> _ASSIGNMENT_
Every line below that holds the word "Verdun" must be listed.

[Opening DATASET RECORDS section]

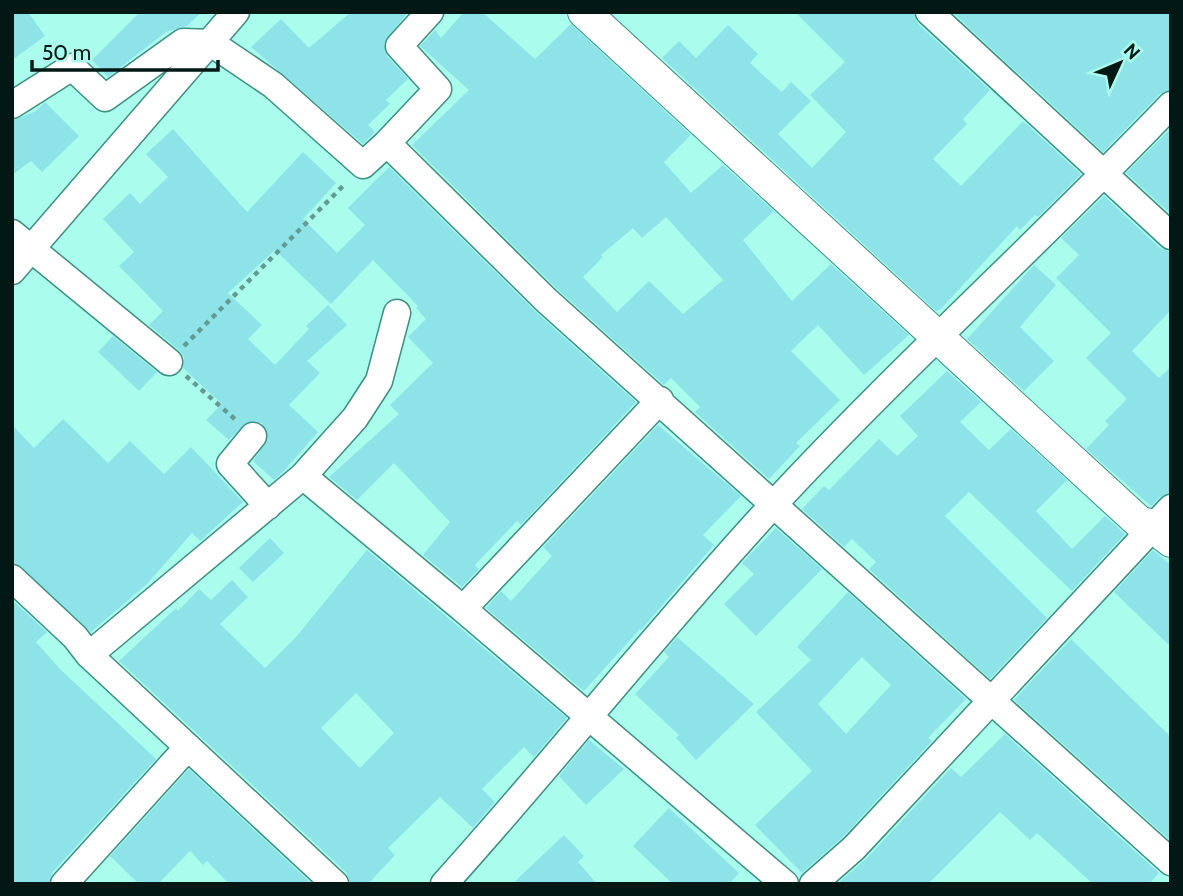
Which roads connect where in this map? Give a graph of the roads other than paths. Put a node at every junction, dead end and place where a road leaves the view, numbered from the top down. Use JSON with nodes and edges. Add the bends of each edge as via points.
{"nodes":[{"id":1,"x":236,"y":12,"type":"edge"},
{"id":2,"x":430,"y":12,"type":"edge"},
{"id":3,"x":929,"y":12,"type":"edge"},
{"id":4,"x":587,"y":13,"type":"edge"},
{"id":5,"x":211,"y":43,"type":"junction"},
{"id":6,"x":12,"y":105,"type":"edge"},
{"id":7,"x":1171,"y":105,"type":"edge"},
{"id":8,"x":387,"y":143,"type":"junction"},
{"id":9,"x":1104,"y":175,"type":"junction"},
{"id":10,"x":1171,"y":236,"type":"edge"},
{"id":11,"x":22,"y":241,"type":"edge"},
{"id":12,"x":12,"y":271,"type":"edge"},
{"id":13,"x":397,"y":313,"type":"dead end"},
{"id":14,"x":937,"y":335,"type":"junction"},
{"id":15,"x":169,"y":362,"type":"road end"},
{"id":16,"x":660,"y":400,"type":"junction"},
{"id":17,"x":253,"y":436,"type":"road end"},
{"id":18,"x":303,"y":475,"type":"junction"},
{"id":19,"x":775,"y":503,"type":"junction"},
{"id":20,"x":268,"y":506,"type":"junction"},
{"id":21,"x":1165,"y":525,"type":"edge"},
{"id":22,"x":12,"y":578,"type":"edge"},
{"id":23,"x":463,"y":609,"type":"junction"},
{"id":24,"x":89,"y":655,"type":"junction"},
{"id":25,"x":991,"y":700,"type":"junction"},
{"id":26,"x":588,"y":716,"type":"junction"},
{"id":27,"x":188,"y":747,"type":"junction"},
{"id":28,"x":1171,"y":862,"type":"edge"},
{"id":29,"x":64,"y":884,"type":"edge"},
{"id":30,"x":335,"y":884,"type":"edge"},
{"id":31,"x":444,"y":884,"type":"edge"},
{"id":32,"x":785,"y":884,"type":"edge"},
{"id":33,"x":813,"y":884,"type":"edge"}],
"edges":[{"from":1,"to":5,"type":"street"},
{"from":2,"to":8,"type":"street","via":[[399,46],[439,89]]},
{"from":3,"to":9,"type":"street"},
{"from":4,"to":14,"type":"main road"},
{"from":5,"to":6,"type":"street","via":[[183,42],[105,98],[72,67]]},
{"from":5,"to":8,"type":"street","via":[[273,85],[363,165]]},
{"from":5,"to":11,"type":"street"},
{"from":7,"to":9,"type":"street"},
{"from":8,"to":16,"type":"street","via":[[546,300]]},
{"from":9,"to":10,"type":"street"},
{"from":9,"to":14,"type":"street"},
{"from":11,"to":12,"type":"street"},
{"from":11,"to":15,"type":"street"},
{"from":13,"to":18,"type":"street","via":[[379,381],[355,418]]},
{"from":14,"to":19,"type":"street"},
{"from":14,"to":21,"type":"main road","via":[[1139,522]]},
{"from":16,"to":19,"type":"street"},
{"from":16,"to":23,"type":"street"},
{"from":17,"to":20,"type":"street","via":[[230,464]]},
{"from":18,"to":20,"type":"street"},
{"from":18,"to":23,"type":"street"},
{"from":19,"to":25,"type":"street"},
{"from":19,"to":26,"type":"street"},
{"from":20,"to":24,"type":"street"},
{"from":21,"to":25,"type":"street"},
{"from":22,"to":24,"type":"street"},
{"from":23,"to":26,"type":"street"},
{"from":24,"to":27,"type":"street"},
{"from":25,"to":28,"type":"street"},
{"from":25,"to":33,"type":"street","via":[[854,848]]},
{"from":26,"to":31,"type":"street"},
{"from":26,"to":32,"type":"street"},
{"from":27,"to":29,"type":"street"},
{"from":27,"to":30,"type":"street"}]}
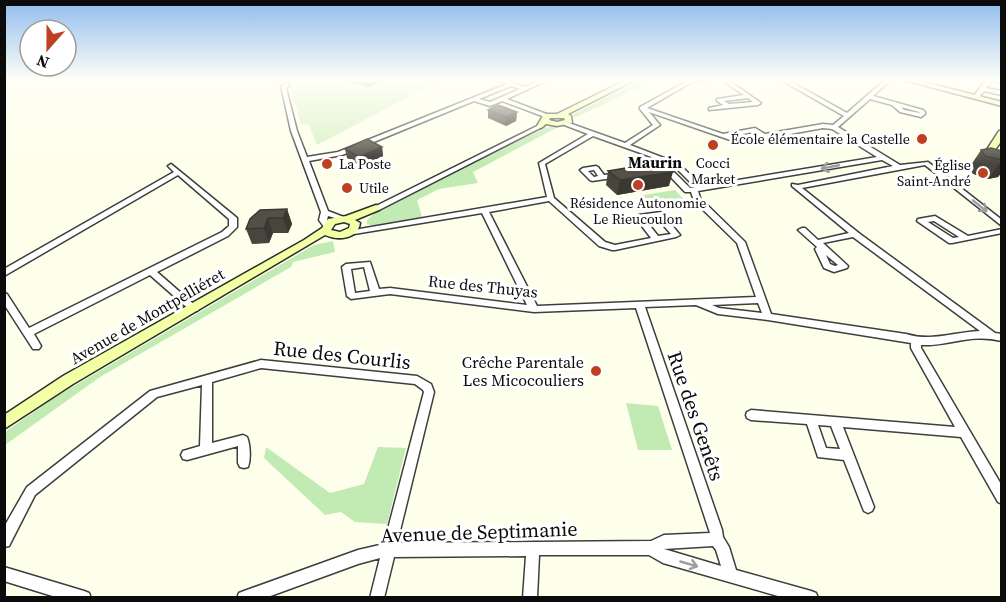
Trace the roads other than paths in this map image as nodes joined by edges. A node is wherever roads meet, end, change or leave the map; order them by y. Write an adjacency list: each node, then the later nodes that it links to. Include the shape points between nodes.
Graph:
1 (289, 108): 22 (street)
2 (452, 108): 22 (street, via 340,154)
3 (521, 108): 14 (street)
4 (578, 108): 13 (street)
5 (642, 108): 12 (street); 15 (street)
6 (716, 108): 9 (street)
7 (834, 108): 10 (street)
8 (855, 108): 11 (street)
9 (711, 109)
10 (839, 111): 11 (street); 16 (street)
11 (847, 115): 17 (street)
12 (671, 117): 15 (street); 16 (street, via 739,141)
13 (565, 118): 14 (street); 18 (street)
14 (545, 120): 33 (street)
15 (657, 126): 20 (street)
16 (823, 126): 17 (street)
17 (834, 127): 21 (street)
18 (594, 133): 20 (street); 32 (street, via 542,163)
19 (1002, 133): 23 (street, via 990,153)
20 (626, 145): 24 (street)
21 (880, 159): 25 (street); 28 (street, one-way to 28)
22 (304, 160): 35 (street)
23 (1002, 160)
24 (669, 167): 26 (street); 31 (street, via 687,190)
25 (899, 167): 30 (street); 37 (street, one-way to 37, via 926,163)
26 (651, 171)
27 (627, 174): 29 (street)
28 (784, 176): 30 (street); 31 (street)
29 (603, 178)
30 (797, 187): 41 (street)
31 (698, 190): 48 (street, via 697,199 741,242)
32 (551, 199): 34 (street); 43 (street, via 602,244 615,248)
33 (376, 208): 36 (street)
34 (485, 211): 36 (street, via 377,229); 52 (street)
35 (325, 212): 36 (street); 38 (street, via 323,220)
36 (350, 224): 38 (street); 38 (street)
37 (1002, 224)
38 (328, 230): 51 (street, Avenue de Montpelliéret)
39 (802, 230): 41 (street, via 820,244)
40 (1002, 231): 42 (street)
41 (855, 234): 55 (street)
42 (966, 238): 42 (street, via 935,218 921,221 952,241)
43 (656, 239): 43 (street, via 676,235 658,214 639,216)
44 (152, 272): 45 (street, via 225,234 233,226 233,218 175,169); 51 (street); 54 (street)
45 (4, 273)
46 (375, 291): 52 (street, Rue des Thuyas)
47 (4, 296): 54 (street)
48 (761, 300): 49 (street, Rue des Thuyas); 53 (street)
49 (697, 302): 50 (street, Rue des Thuyas); 53 (street, Rue des Thuyas, via 718,311)
50 (639, 304): 52 (street, Rue des Thuyas); 71 (street, Rue des Genêts)
51 (194, 309): 63 (street, Avenue de Montpelliéret, via 68,380)
52 (534, 309)
53 (768, 317): 57 (street, Rue des Thuyas, via 906,338)
54 (28, 333): 58 (street)
55 (991, 334): 56 (street); 57 (street, via 968,333)
56 (1002, 338)
57 (916, 343): 64 (street)
58 (36, 346)
59 (207, 380): 65 (street); 72 (street, Rue des Courlis, via 154,394 31,491); 75 (street, Rue des Courlis, via 261,364 417,380 428,387)
60 (751, 416): 61 (street)
61 (811, 420): 62 (street); 67 (street, via 822,453)
62 (835, 422): 64 (street); 67 (street)
63 (4, 423)
64 (964, 432): 69 (street)
65 (206, 450): 66 (street); 68 (street, via 243,440)
66 (187, 456)
67 (848, 456): 70 (street)
68 (244, 463)
69 (1002, 498)
70 (868, 507)
71 (716, 539): 74 (street, Avenue de Septimanie, via 664,542); 76 (street)
72 (4, 541)
73 (533, 548): 74 (street, Avenue de Septimanie); 75 (street, Avenue de Septimanie); 81 (street)
74 (651, 548): 76 (street, Avenue de Septimanie, one-way to 76, via 663,556)
75 (388, 550): 79 (street, Avenue de Septimanie); 80 (street)
76 (730, 573): 82 (street, Avenue de Septimanie)
77 (4, 574): 78 (street)
78 (84, 597)
79 (244, 597)
80 (377, 597)
81 (530, 597)
82 (811, 597)

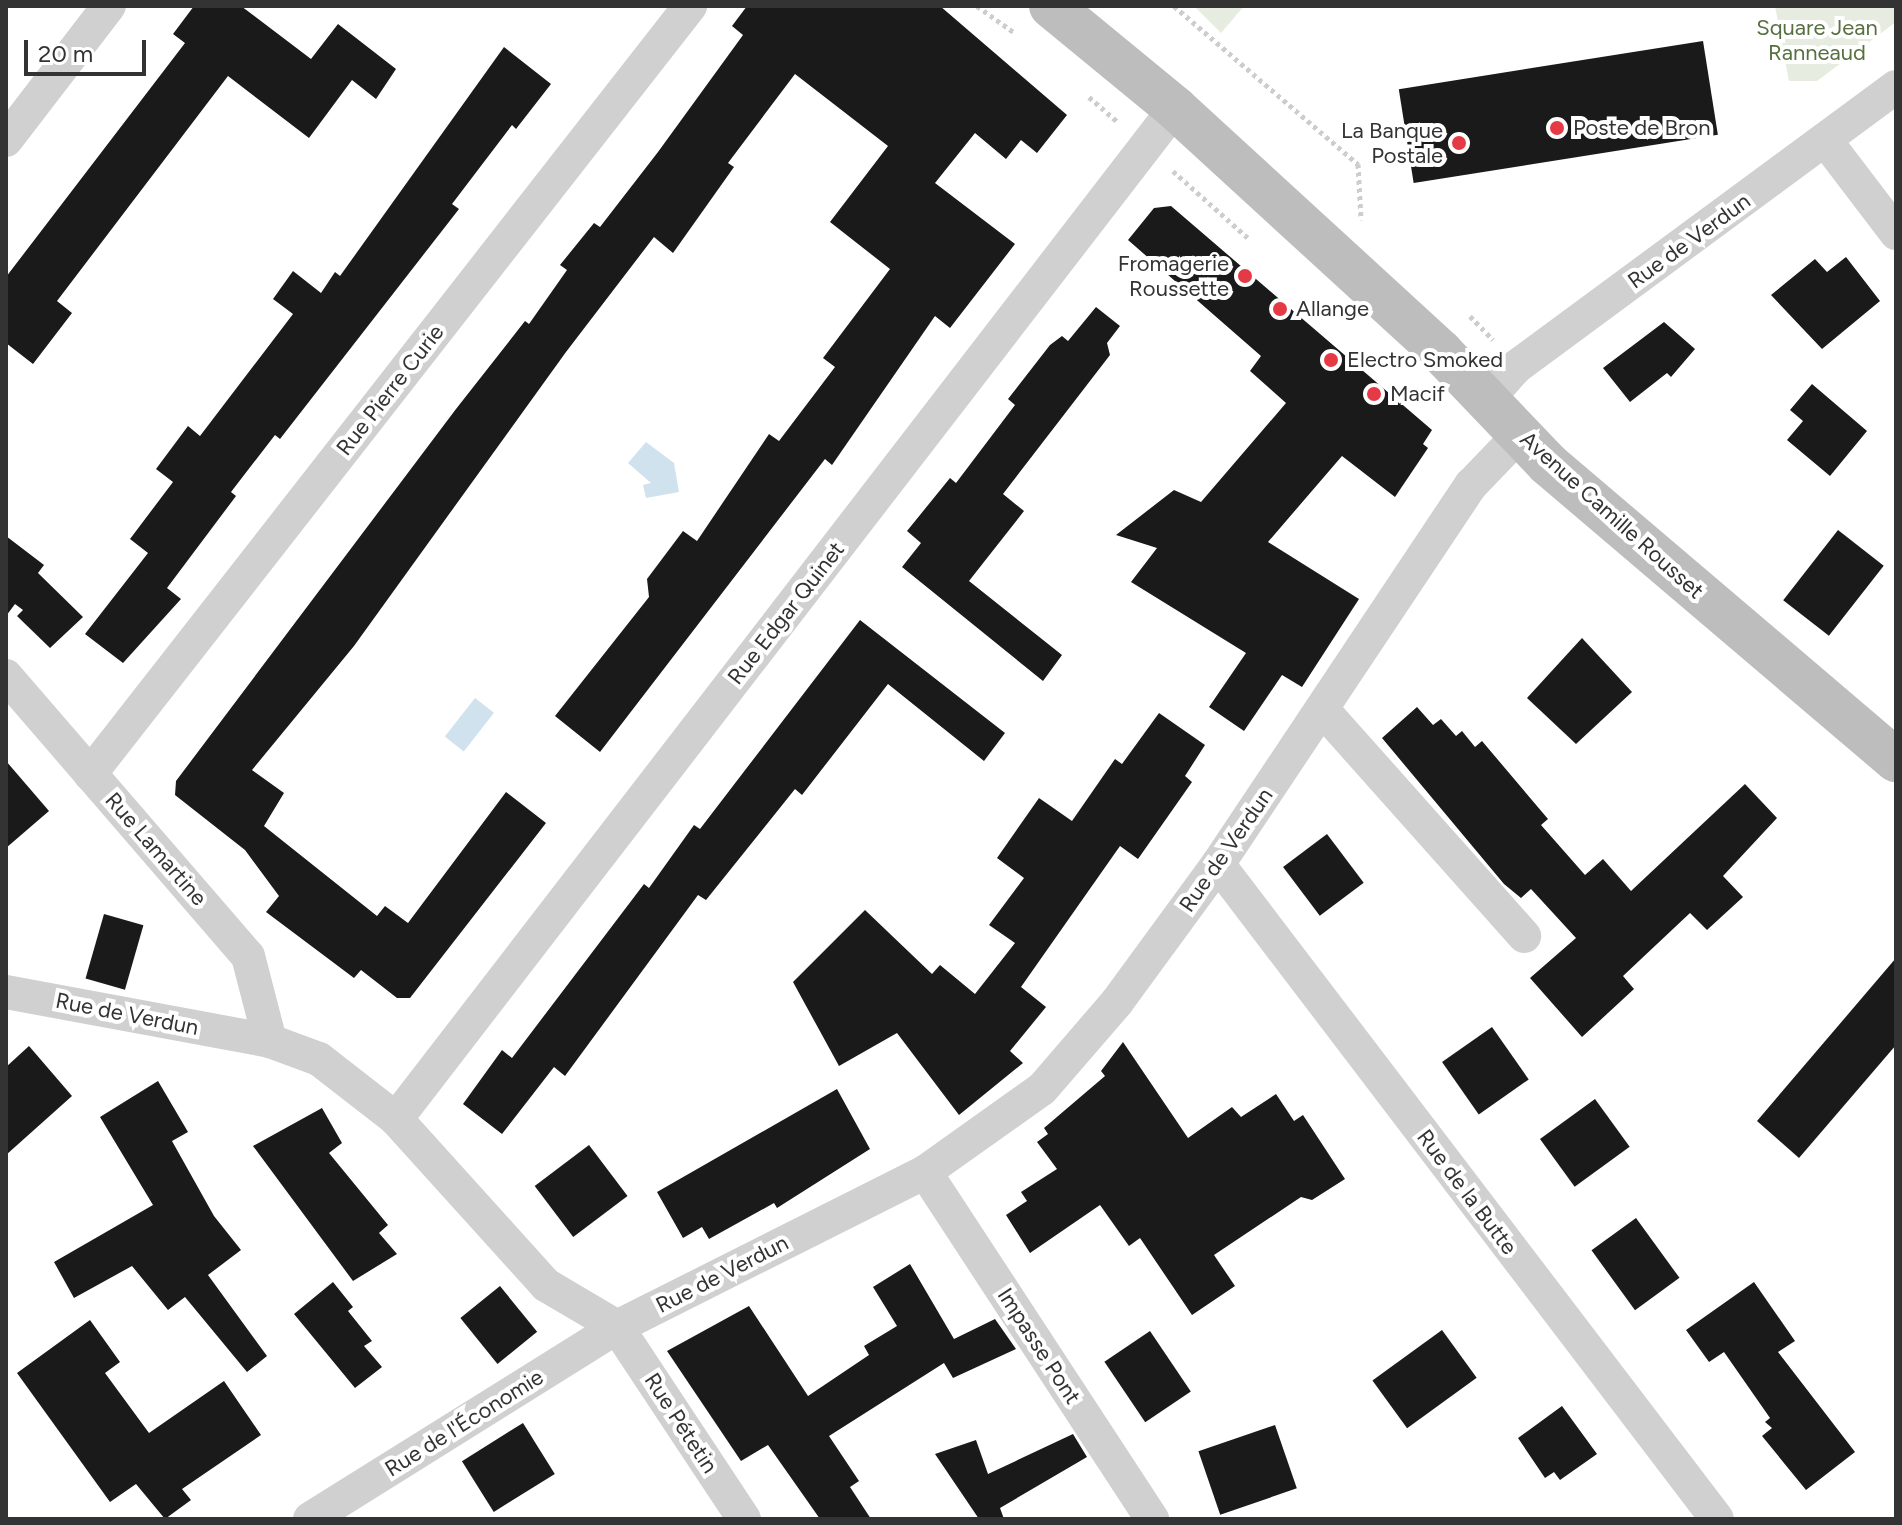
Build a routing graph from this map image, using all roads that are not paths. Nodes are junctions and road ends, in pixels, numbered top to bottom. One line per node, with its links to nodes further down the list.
1 (109, 6): 6 (street)
2 (690, 6): 14 (street, Rue Pierre Curie)
3 (1051, 6): 5 (street, Avenue Camille Rousset)
4 (1896, 87): 7 (street, Rue de Verdun)
5 (1175, 108): 9 (street, Avenue Camille Rousset); 19 (street, Rue Edgar Quinet)
6 (6, 140)
7 (1826, 141): 8 (street); 9 (street, Rue de Verdun)
8 (1896, 233)
9 (1487, 400): 10 (street, Avenue Camille Rousset)
10 (1520, 434): 12 (street, Rue de Verdun); 13 (street, Avenue Camille Rousset)
11 (6, 676): 14 (street, Rue Lamartine)
12 (1322, 709): 15 (street, Rue de Verdun); 16 (street)
13 (1896, 760)
14 (90, 774): 18 (street, Rue Lamartine)
15 (1218, 864): 20 (street, Rue de Verdun); 25 (street, Rue de la Butte)
16 (1524, 936)
17 (6, 992): 18 (street, Rue de Verdun)
18 (270, 1041): 19 (street, Rue de Verdun)
19 (396, 1119): 21 (street, Rue de Verdun)
20 (925, 1172): 21 (street, Rue de Verdun); 24 (street, Impasse Pont)
21 (617, 1327): 22 (street, Rue de l'Économie); 23 (street, Rue Pétetin)
22 (310, 1519)
23 (744, 1519)
24 (1152, 1519)
25 (1717, 1519)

[Closing DATASET RECORDS section]

> _TASK RESPONSE_
4 (1896, 87): 7 (street, Rue de Verdun)
7 (1826, 141): 8 (street); 9 (street, Rue de Verdun)
10 (1520, 434): 12 (street, Rue de Verdun); 13 (street, Avenue Camille Rousset)
12 (1322, 709): 15 (street, Rue de Verdun); 16 (street)
15 (1218, 864): 20 (street, Rue de Verdun); 25 (street, Rue de la Butte)
17 (6, 992): 18 (street, Rue de Verdun)
18 (270, 1041): 19 (street, Rue de Verdun)
19 (396, 1119): 21 (street, Rue de Verdun)
20 (925, 1172): 21 (street, Rue de Verdun); 24 (street, Impasse Pont)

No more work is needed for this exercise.